Bonner County’s population at year-end 2014 was 41,600, up 2.2 percent from a year earlier and outpacing the statewide population growth rate of 1.3 percent, Idaho Labor statistics show.
Bonner County had total employment of 17,300 as of March 31, up from 17,000 a year earlier, and a March unemployment rate of 5.7 percent, down from 7.4 percent a year earlier, and close to the U.S. unemployment rate of 5.5 percent in March, Labor statistics show.
Post-Great Reces-sion unemployment peaked in Bonner County at 12.1 percent in 2010.
Aaron Qualls, senior planner for the city of Sandpoint, says life is coming back to the Coldwater Creek campus.
Litehouse Foods Inc., another Sandpoint company, bought a portion of the campus last year and moved its corporate offices there.
A group of Sandpoint-area investors bought the rest of the 12-acre campus last month, Qualls says.
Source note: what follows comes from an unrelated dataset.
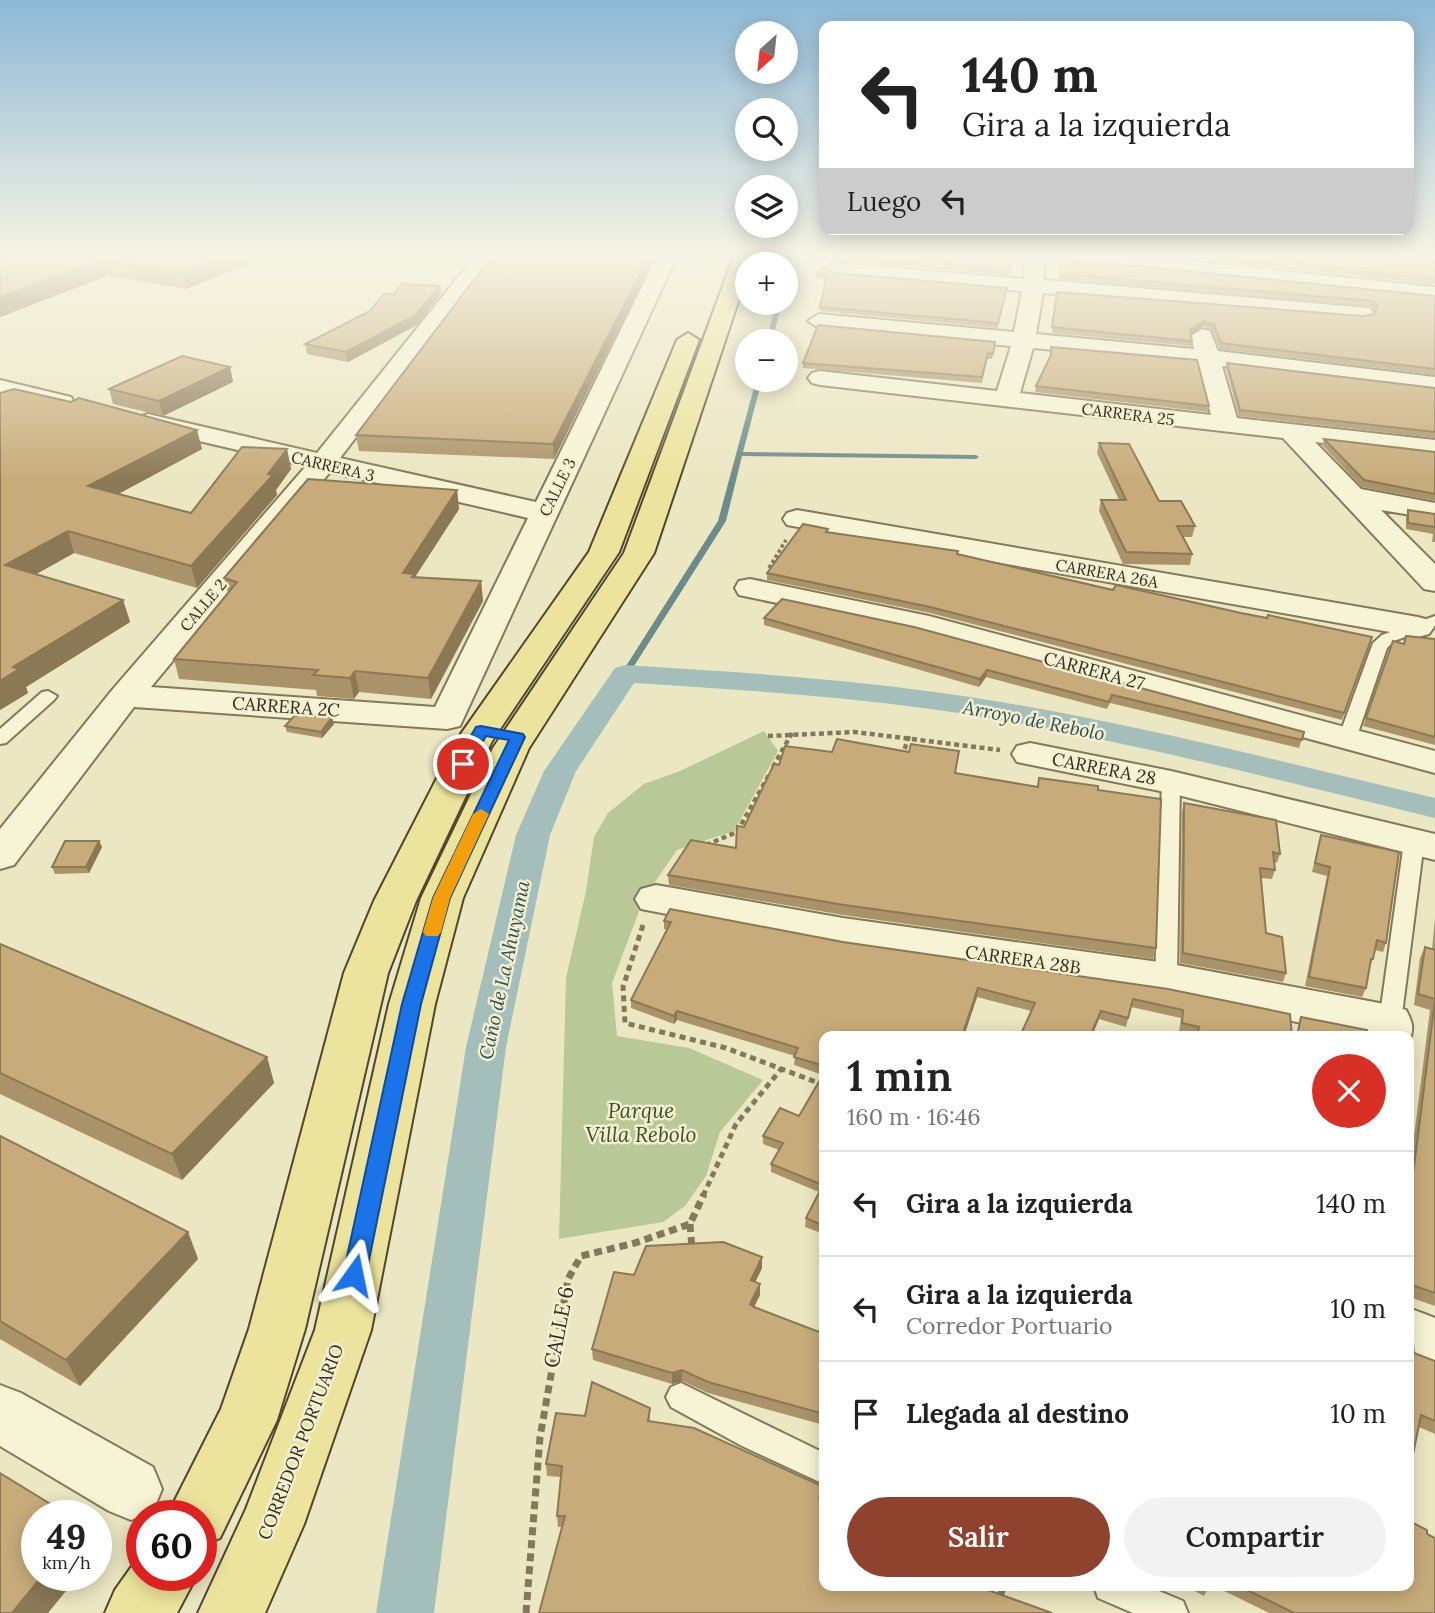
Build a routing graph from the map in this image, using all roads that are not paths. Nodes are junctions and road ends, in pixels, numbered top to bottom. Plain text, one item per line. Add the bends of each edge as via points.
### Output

Thorne Research Inc., a manufacturer of dietary supplements, is leasing space there, and Percussionaire Corp., a Bonner County-based maker of cardiopulmonary ventilators and related equipment, is among companies looking to expand there, Qualls says.
State incentives are helping to attract and keep companies in Sandpoint, even companies that have been acquired by larger national and international companies, Qualls says.
“We have good partnerships with the Idaho Department of Labor and the Department of Commerce,” he says.
One Idaho incentive program enables qualifying companies that locate or expand in rural areas, including Sandpoint, to qualify for up to 30 percent reimbursement on payroll, sales, and income taxes for 15 years if they add 20 jobs at or above the average county wage, Qualls says.
Minneapolis-based Polaris Industries Inc. last month acquired Sandpoint company Timbersled Products Inc., maker of the Mountain Horse snow bike.
Timbersled had been planning to expand in Sandpoint prior to being acquired.
“I’ve reached out to Polaris recently and let them know about these programs, and we’re anxious to work with them,” Qualls says. “I’ve heard they are still going to re-engineer their building.”
State incentives also are helping to keep Lead-Lok USA, which does business as Lead-Lok Biomedical Innovations, in Sandpoint, where it plans to expand. Lead-Lok was acquired last year by New York-based Graphic Controls, he says.
Qualls says the city of Sandpoint and Bonner County are working together to deliver a fiber-optic loop for high-speed Internet service through downtown and into Sandpoint’s industrial areas and the Bonner Genera Health hospital complex.
“We’ve almost completed the engineering for our portion of the network,” Qualls says. “We’ll lease out fiber strands … to hook up to local businesses.”
Access to a high speed fiber network is vital to attracting and growing tech businesses in the Sandpoint area, Qualls says.